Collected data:
• • • • • • •

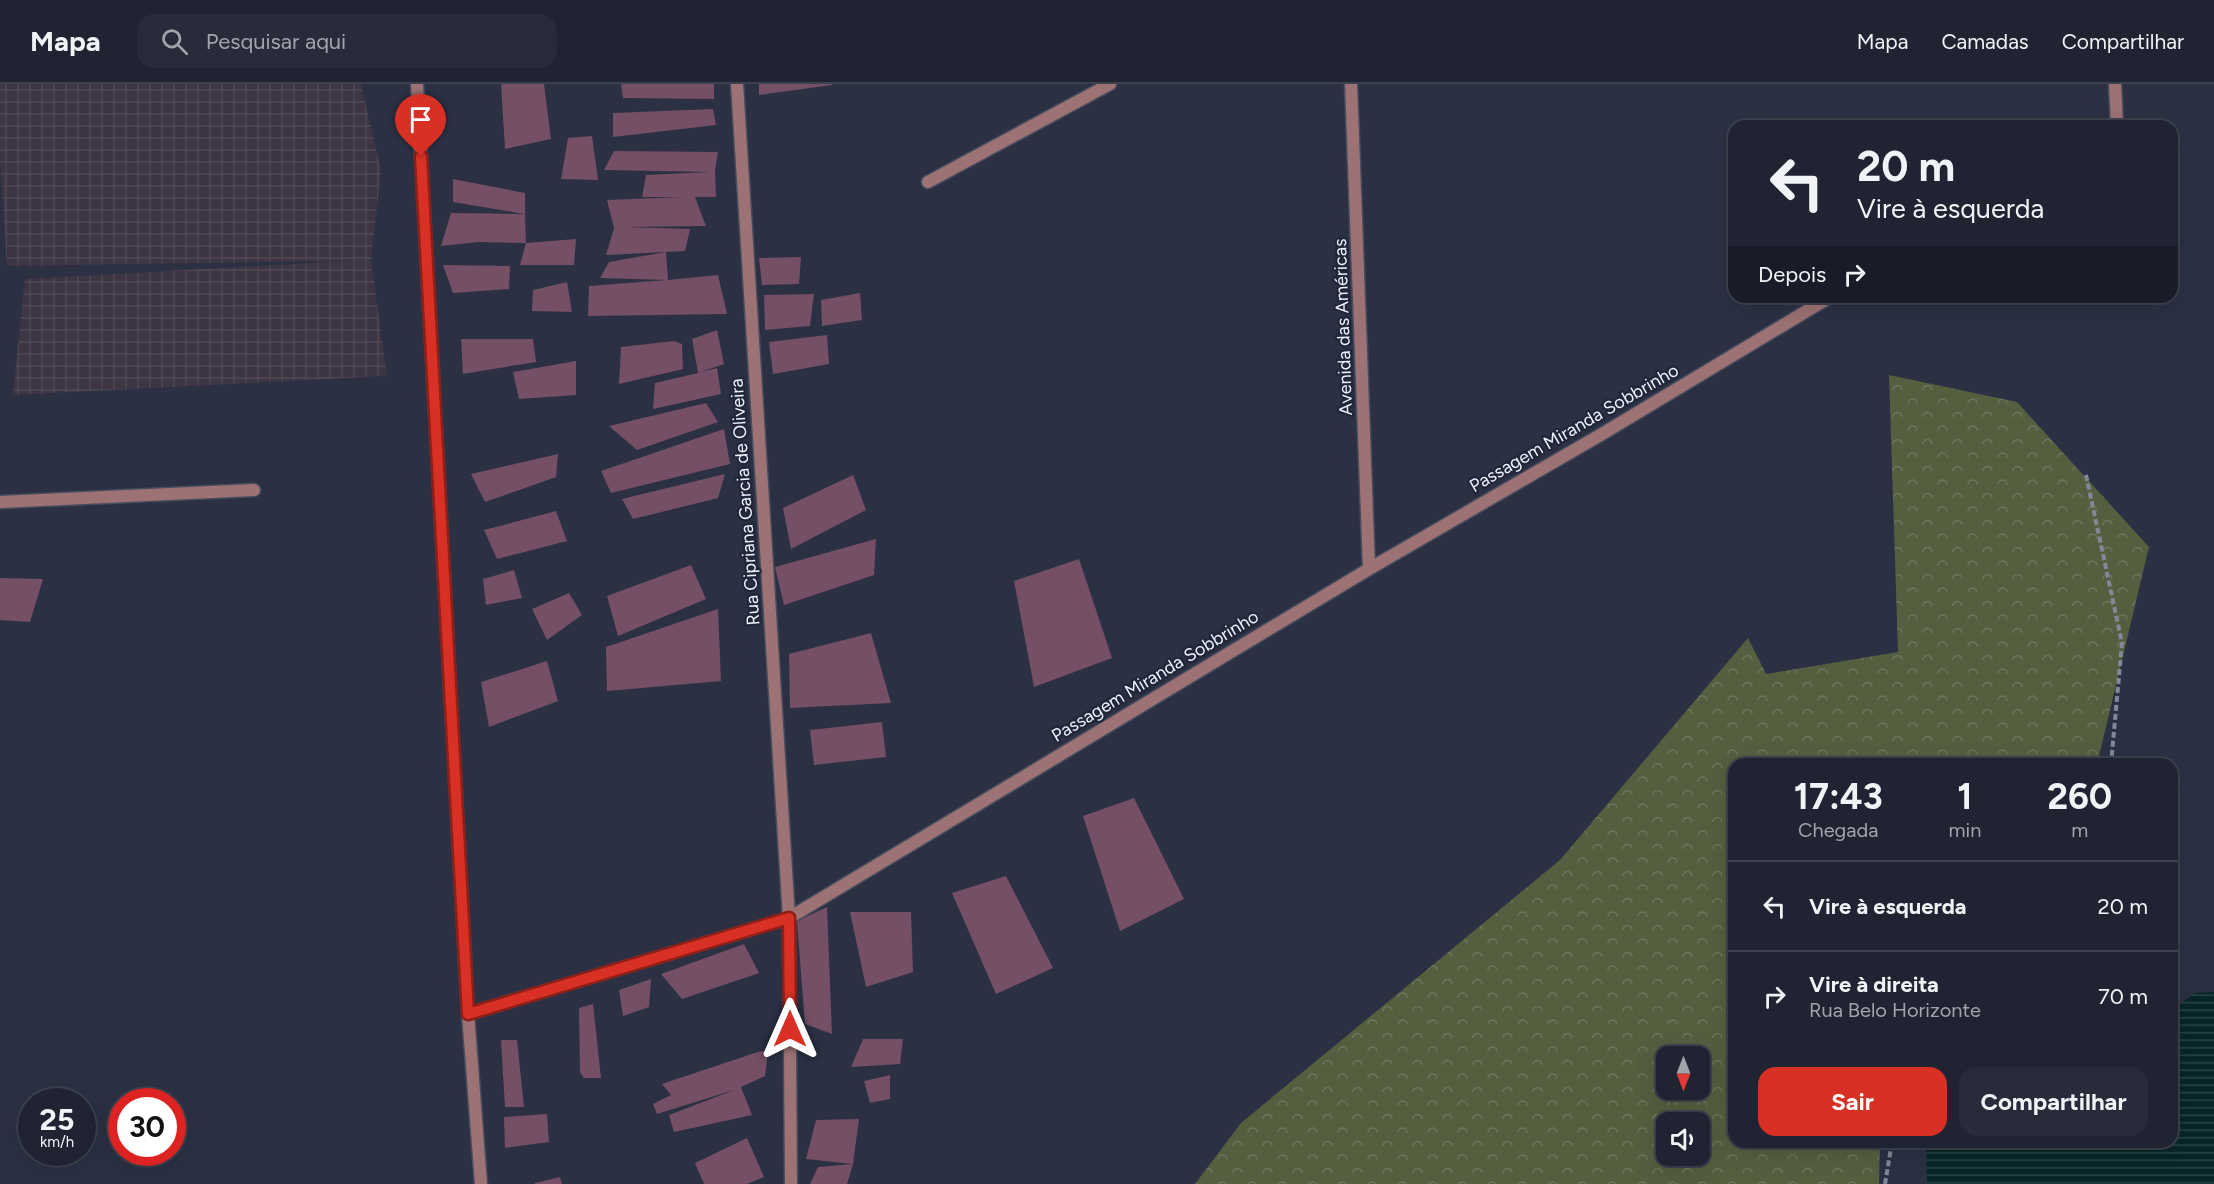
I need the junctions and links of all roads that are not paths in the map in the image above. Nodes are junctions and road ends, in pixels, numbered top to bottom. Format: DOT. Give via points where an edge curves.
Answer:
graph roads {
  1 [pos="417,84"];
  2 [pos="737,84"];
  3 [pos="1110,84"];
  4 [pos="1351,84"];
  5 [pos="2115,84"];
  6 [pos="2117,120"];
  7 [pos="928,182"];
  8 [pos="1820,303"];
  9 [pos="254,490"];
  10 [pos="0,502"];
  11 [pos="1370,569"];
  12 [pos="789,918"];
  13 [pos="468,1014"];
  14 [pos="481,1184"];
  15 [pos="791,1184"];
  1 -- 13 [label="street"];
  2 -- 12 [label="street, Rua Cipriana Garcia de Oliveira"];
  3 -- 7 [label="street"];
  4 -- 11 [label="street, Avenida das Américas"];
  5 -- 6 [label="street"];
  8 -- 11 [label="street, Passagem Miranda Sobbrinho"];
  9 -- 10 [label="street"];
  11 -- 12 [label="street, Passagem Miranda Sobbrinho"];
  12 -- 13 [label="street, Passagem Miranda Sobbrinho"];
  12 -- 15 [label="street, Rua Cipriana Garcia de Oliveira"];
  13 -- 14 [label="street"];
}
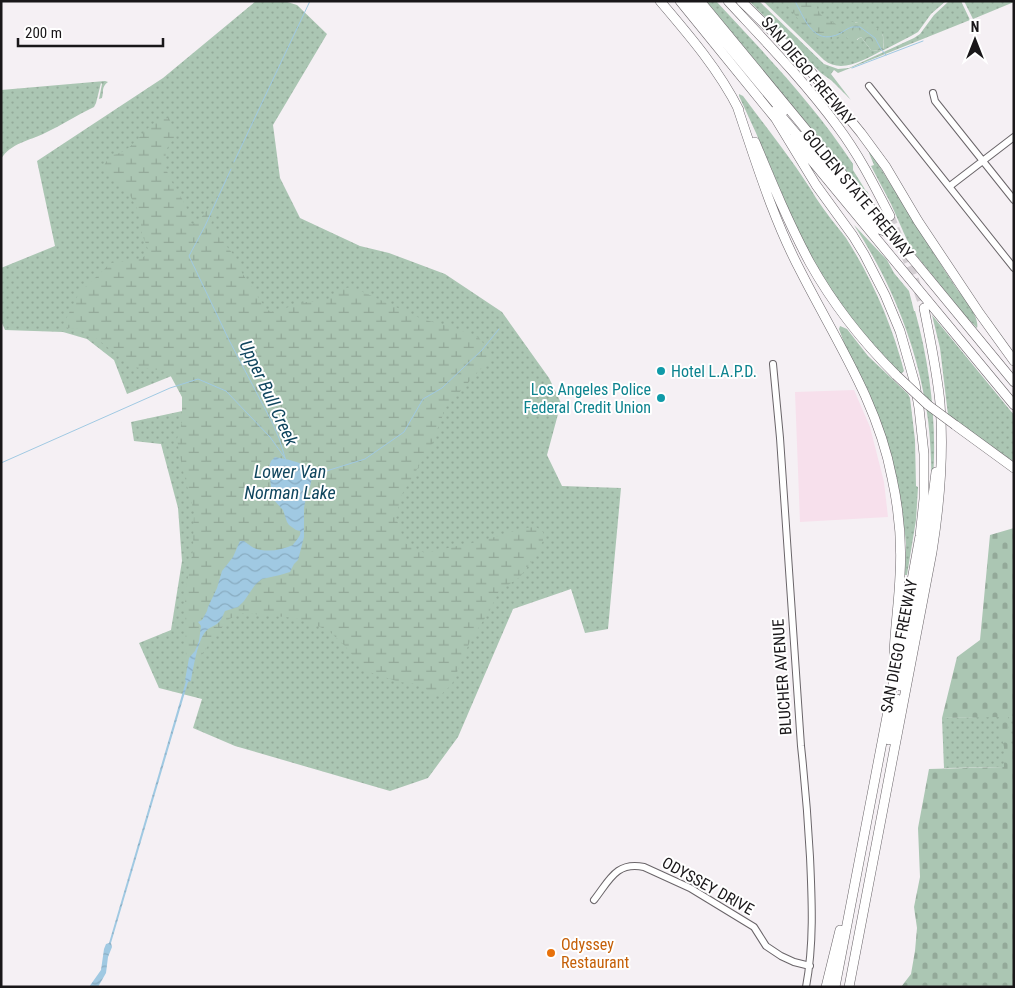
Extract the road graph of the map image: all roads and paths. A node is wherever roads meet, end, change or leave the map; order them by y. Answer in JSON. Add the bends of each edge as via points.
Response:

• • • • • • •

Count the lines in the records above that contain the word "image", and reply with that number alone.

2